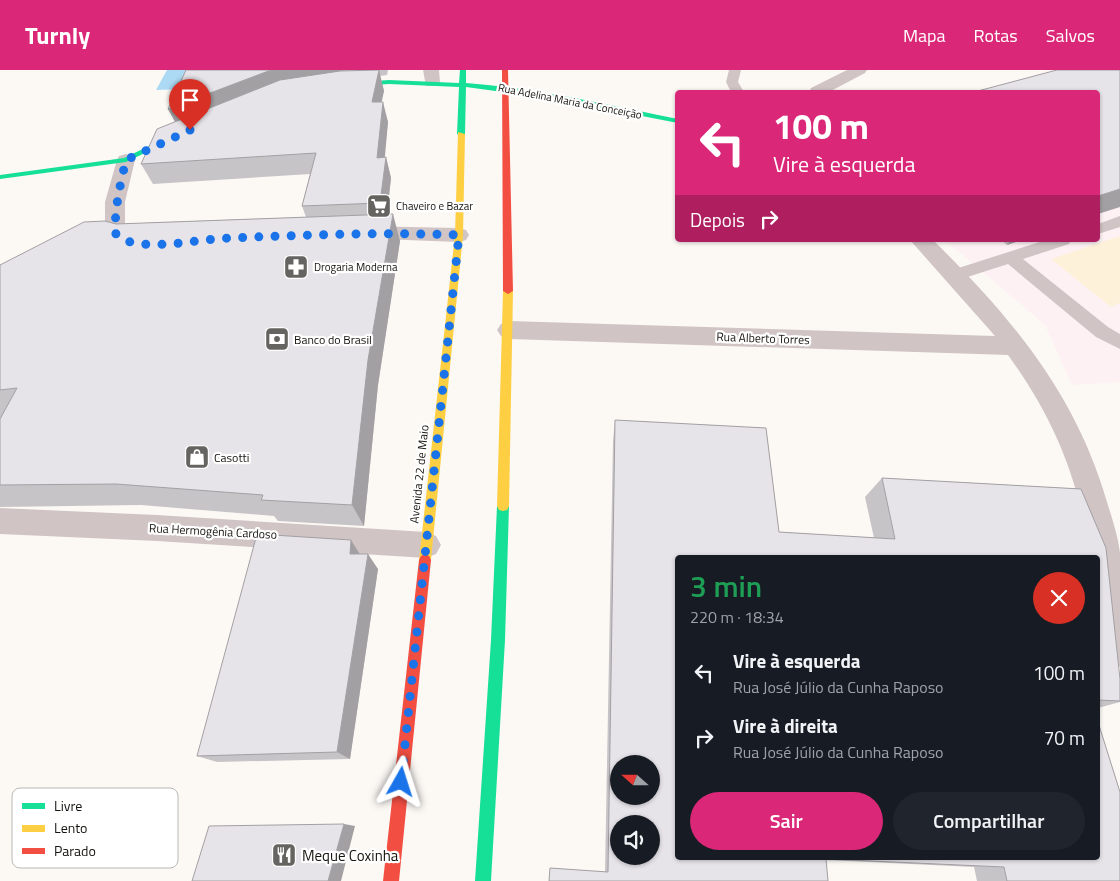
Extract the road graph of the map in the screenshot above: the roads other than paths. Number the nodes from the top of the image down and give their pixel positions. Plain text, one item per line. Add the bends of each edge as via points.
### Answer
1 (463, 70) edge
2 (505, 70) edge
3 (735, 70) edge
4 (859, 70) edge
5 (431, 76) edge
6 (463, 83) junction
7 (336, 85) edge
8 (505, 88) junction
9 (737, 90) edge
10 (821, 90) edge
11 (675, 120) edge
12 (190, 130) edge
13 (126, 160) junction
14 (0, 177) edge
15 (1120, 221) edge
16 (1100, 228) edge
17 (341, 234) edge
18 (459, 235) junction
19 (923, 242) edge
20 (1057, 242) edge
21 (159, 244) edge
22 (1010, 257) junction
23 (955, 275) junction
24 (508, 330) junction
25 (1120, 342) edge
26 (1017, 346) junction
27 (0, 521) edge
28 (426, 545) junction
29 (1120, 650) edge
30 (390, 881) edge
31 (483, 881) edge

1 - 6 main road, Avenida 22 de Maio
2 - 8 main road
3 - 9 lane via 732,82
4 - 10 street
5 - 6 main road, Rua Adelina Maria da Conceição
5 - 7 main road, Rua Adelina Maria da Conceição
6 - 8 main road, Rua Adelina Maria da Conceição
6 - 18 main road, Avenida 22 de Maio
8 - 11 main road, Rua Adelina Maria da Conceição
8 - 24 main road
12 - 13 main road
13 - 14 main road
13 - 21 street via 106,238
15 - 16 lane
17 - 18 street
18 - 28 main road, Avenida 22 de Maio
19 - 23 street
20 - 22 lane
22 - 23 lane
22 - 25 lane via 1102,332
23 - 26 street
24 - 26 street, Rua Alberto Torres
24 - 31 main road via 498,640
26 - 29 street via 1052,402 1081,459 1108,567
27 - 28 street, Rua Hermogênia Cardoso
28 - 30 main road, Avenida 22 de Maio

#####

## What is being asked
Copy every line from the records above that contains the string "junction".

## Solution to this exercise
6 (463, 83) junction
8 (505, 88) junction
13 (126, 160) junction
18 (459, 235) junction
22 (1010, 257) junction
23 (955, 275) junction
24 (508, 330) junction
26 (1017, 346) junction
28 (426, 545) junction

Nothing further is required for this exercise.